部屋一面が蠢く肉で覆い尽くされ、一定間隔で脈動するという光景は生物の内に取り込まれたかのような錯覚を覚えさせる。
「うわぁ、この中に入らなきゃいけないのぉ?」
プリエナの危機回避の幸運は、あくまで危険から逃れることができるというもので、自ら危険の中へと飛び込んでは効果を発揮しない。
戦闘時はそれが辛い所であり、彼女は別の方法で幸運を招き寄せる必要があった。
「お嬢、用心してください」
「うん、ルバールさんたちもよろしくね」
レジスタンスメンバーは内部へと突入。
すると蠢く肉壁に浮かび上がる人の顔。
それらは口々に言う、「何故、見捨てたのだ」と。
「こ、これは……」
「表メンバーですね。どうやら捕まって、このような姿にされてしまったようです」
ルバールは冷淡に推測を告げる。
彼にとって大事なのはあくまでプリエナであり、表のレジスタンスメンバーは捨て駒程度にしか思っていない。
億を超す年月は彼から人間らしい甘さをこそぎ落とし、冷徹な戦闘マシーンへと変えてしまっていた。

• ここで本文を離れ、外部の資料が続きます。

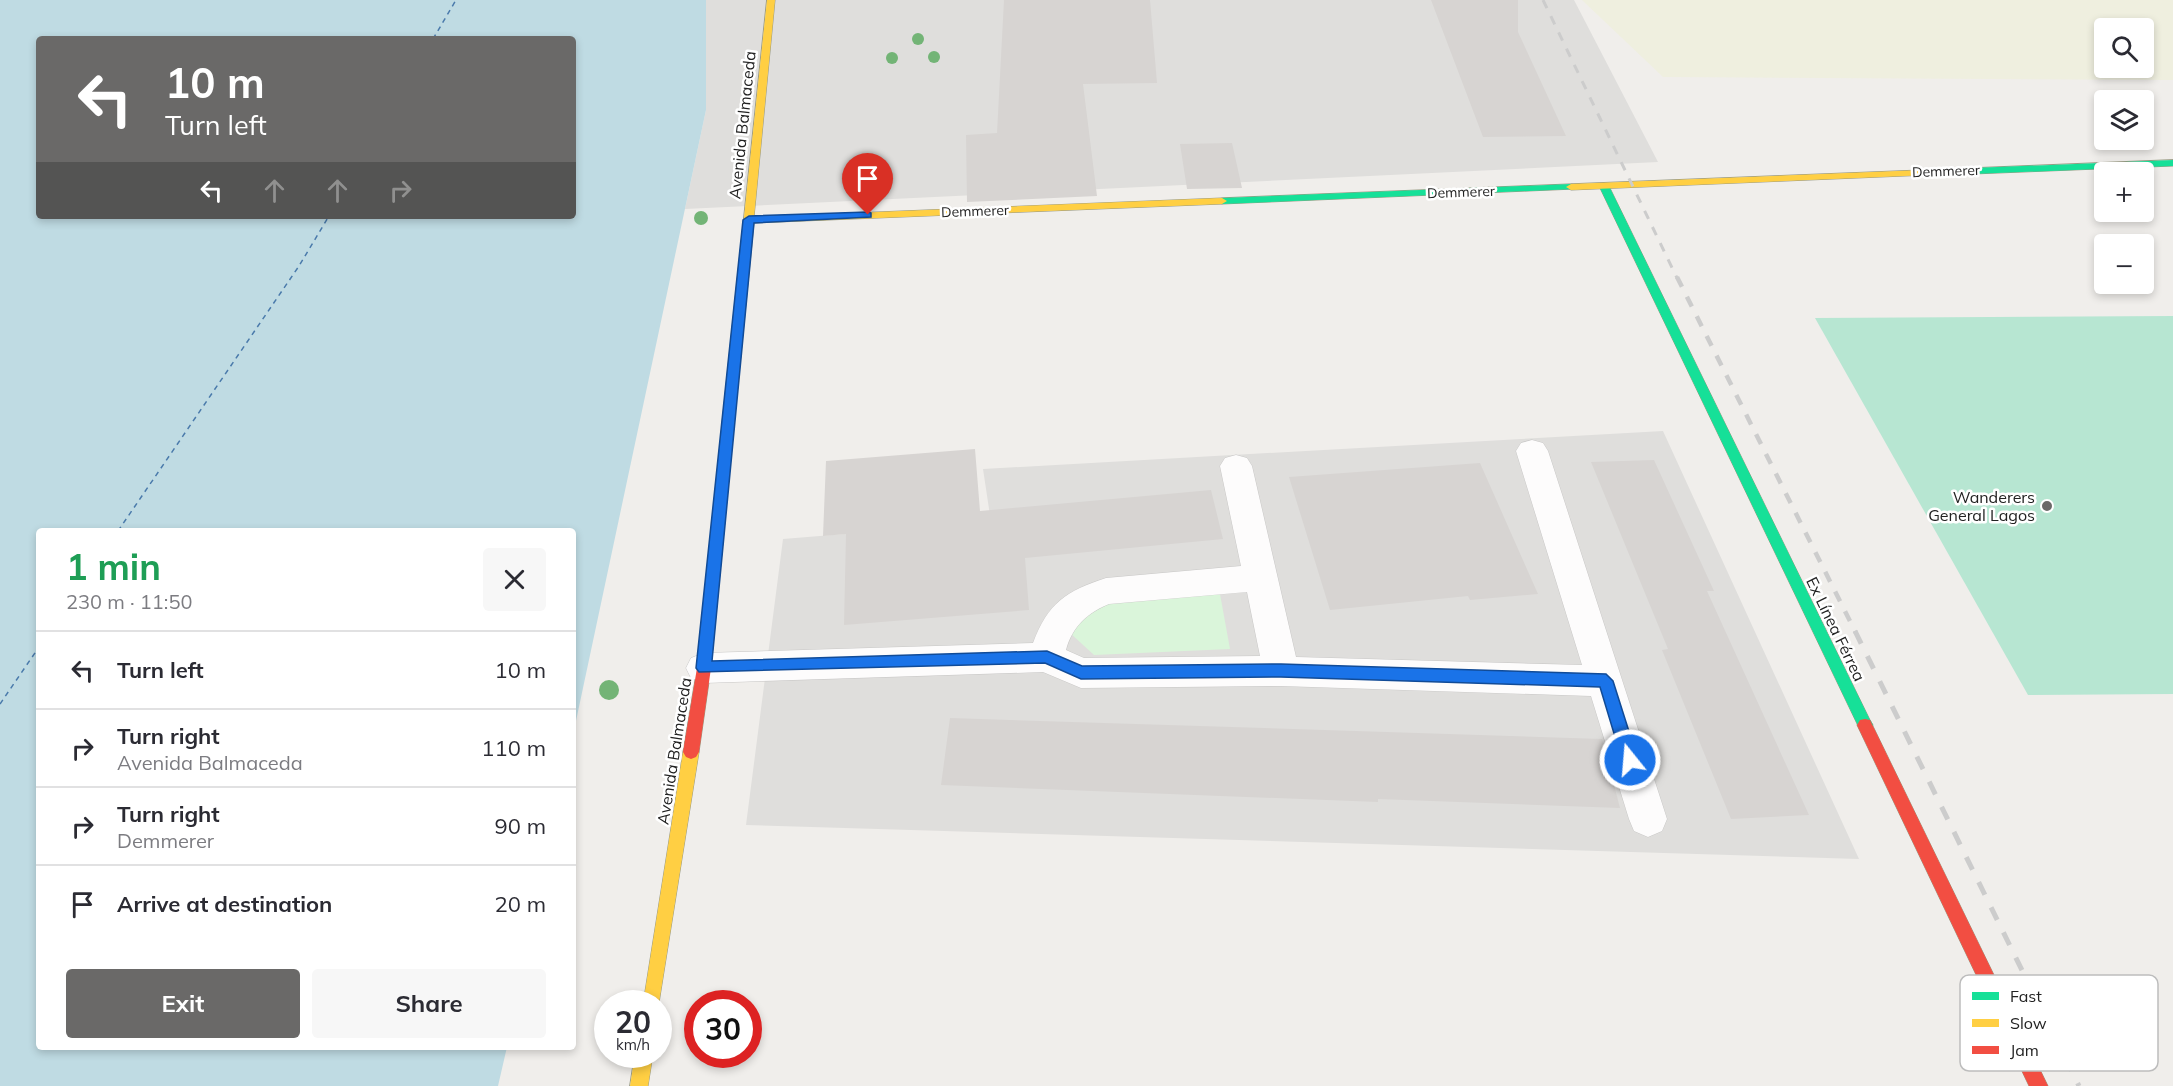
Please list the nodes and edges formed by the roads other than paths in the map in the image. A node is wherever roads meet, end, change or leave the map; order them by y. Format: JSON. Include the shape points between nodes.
{"nodes":[{"id":1,"x":771,"y":0,"type":"edge"},
{"id":2,"x":2173,"y":163,"type":"edge"},
{"id":3,"x":1604,"y":186,"type":"junction"},
{"id":4,"x":749,"y":220,"type":"junction"},
{"id":5,"x":1532,"y":451,"type":"dead end"},
{"id":6,"x":1236,"y":466,"type":"dead end"},
{"id":7,"x":1261,"y":577,"type":"junction"},
{"id":8,"x":1047,"y":657,"type":"junction"},
{"id":9,"x":704,"y":668,"type":"junction"},
{"id":10,"x":1281,"y":670,"type":"junction"},
{"id":11,"x":1606,"y":681,"type":"junction"},
{"id":12,"x":1648,"y":819,"type":"dead end"},
{"id":13,"x":1985,"y":975,"type":"edge"},
{"id":14,"x":654,"y":990,"type":"edge"},
{"id":15,"x":642,"y":1068,"type":"edge"},
{"id":16,"x":2032,"y":1071,"type":"edge"},
{"id":17,"x":639,"y":1086,"type":"edge"},
{"id":18,"x":2039,"y":1086,"type":"edge"}],
"edges":[{"from":1,"to":4,"type":"street","name":"Avenida Balmaceda"},
{"from":2,"to":3,"type":"street","name":"Demmerer"},
{"from":3,"to":4,"type":"street","name":"Demmerer"},
{"from":3,"to":13,"type":"street","name":"Ex Línea Férrea"},
{"from":4,"to":9,"type":"street","name":"Avenida Balmaceda"},
{"from":5,"to":11,"type":"street"},
{"from":6,"to":7,"type":"street"},
{"from":7,"to":8,"type":"street","via":[[1106,591],[1089,597],[1063,616],[1052,635]]},
{"from":7,"to":10,"type":"street"},
{"from":8,"to":9,"type":"street"},
{"from":8,"to":10,"type":"street","via":[[1081,673]]},
{"from":9,"to":14,"type":"street","name":"Avenida Balmaceda"},
{"from":10,"to":11,"type":"street"},
{"from":11,"to":12,"type":"street"},
{"from":15,"to":17,"type":"street"},
{"from":16,"to":18,"type":"street","name":"Ex Línea Férrea"}]}
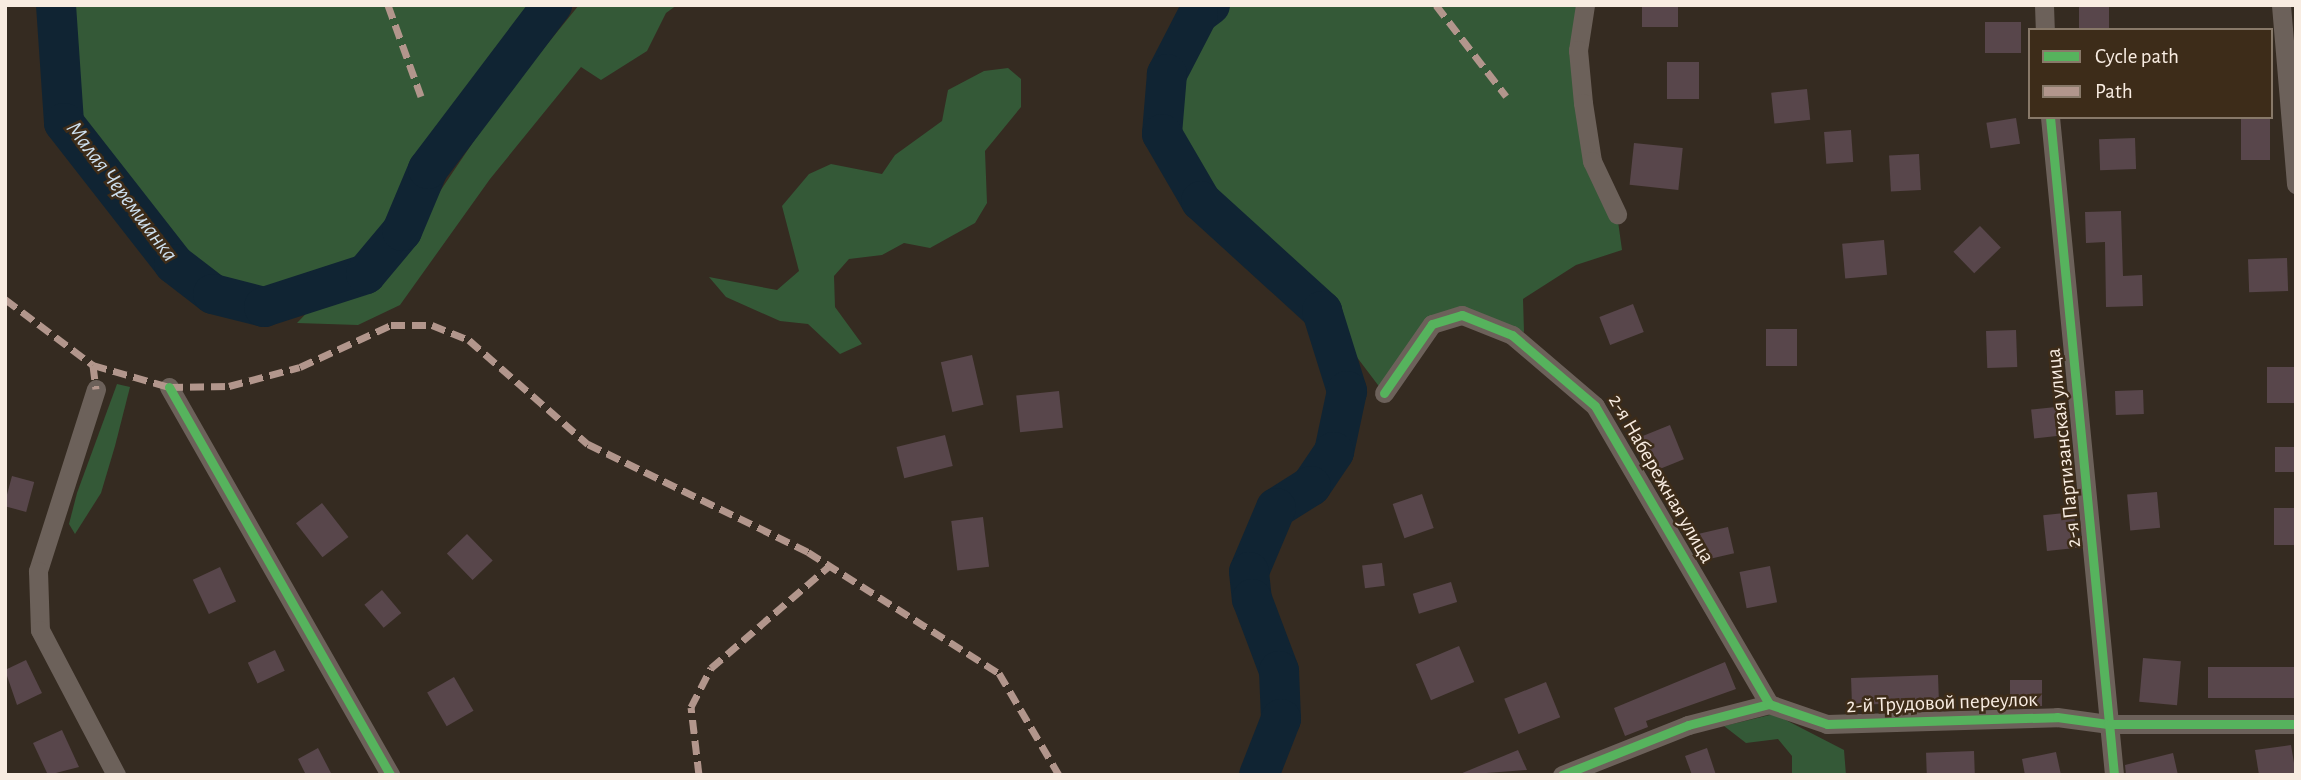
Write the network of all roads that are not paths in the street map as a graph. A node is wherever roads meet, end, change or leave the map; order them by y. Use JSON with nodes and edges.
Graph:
{"nodes":[{"id":1,"x":1585,"y":5,"type":"edge"},
{"id":2,"x":2044,"y":5,"type":"edge"},
{"id":3,"x":2281,"y":5,"type":"edge"},
{"id":4,"x":2045,"y":28,"type":"edge"},
{"id":5,"x":2050,"y":119,"type":"edge"},
{"id":6,"x":2296,"y":184,"type":"edge"},
{"id":7,"x":1617,"y":214,"type":"dead end"},
{"id":8,"x":169,"y":387,"type":"dead end"},
{"id":9,"x":96,"y":388,"type":"dead end"},
{"id":10,"x":1384,"y":393,"type":"dead end"},
{"id":11,"x":1769,"y":704,"type":"junction"},
{"id":12,"x":2108,"y":724,"type":"junction"},
{"id":13,"x":2296,"y":724,"type":"edge"},
{"id":14,"x":116,"y":775,"type":"edge"},
{"id":15,"x":390,"y":775,"type":"edge"},
{"id":16,"x":1562,"y":775,"type":"edge"},
{"id":17,"x":2114,"y":775,"type":"edge"}],
"edges":[{"from":1,"to":7,"type":"street"},
{"from":2,"to":4,"type":"street"},
{"from":3,"to":6,"type":"street"},
{"from":5,"to":12,"type":"street","name":"2-я Партизанская улица"},
{"from":8,"to":15,"type":"street"},
{"from":9,"to":14,"type":"street"},
{"from":10,"to":11,"type":"street","name":"2-я Набережная улица"},
{"from":11,"to":12,"type":"street","name":"2-й Трудовой переулок"},
{"from":11,"to":16,"type":"street"},
{"from":12,"to":13,"type":"street","name":"2-й Трудовой переулок"},
{"from":12,"to":17,"type":"street","name":"2-я Партизанская улица"}]}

「そのようですね。鬼力でこねくり回されたか、弄ばれたか。どちらにせよ、まともな思考は残されてはいないようです」
怨念の声を上げ続ける肉の壁に対し、プリエナは僅かに眉を顰めるに留まった。
彼女の普段は見せぬ表情は、しかしそれこそが【今の彼女】であることを知らしめる。
幼く純真だった狸獣人の少女は、その甘さを捨てて幾世紀。
新生したカーンテヒルを守り抜く事のみを芯に据えた守護者たちが、この程度の残虐非道に臆する事などあるはずもなく。
「あらぁ? 全然、驚いてくれないのねぇ?」
肉で覆われた床から生え出てくる鬼女。
艶めかしい裸体は続けて這い上ってくる肉床で覆われ、おぞましい肉のドレス姿となる。
所々に存在する眼球はアクセサリーのつもりなのだろうか。
悪趣味極まりない姿となった鬼の女に、流石のプリエナたちも吐き気を覚える。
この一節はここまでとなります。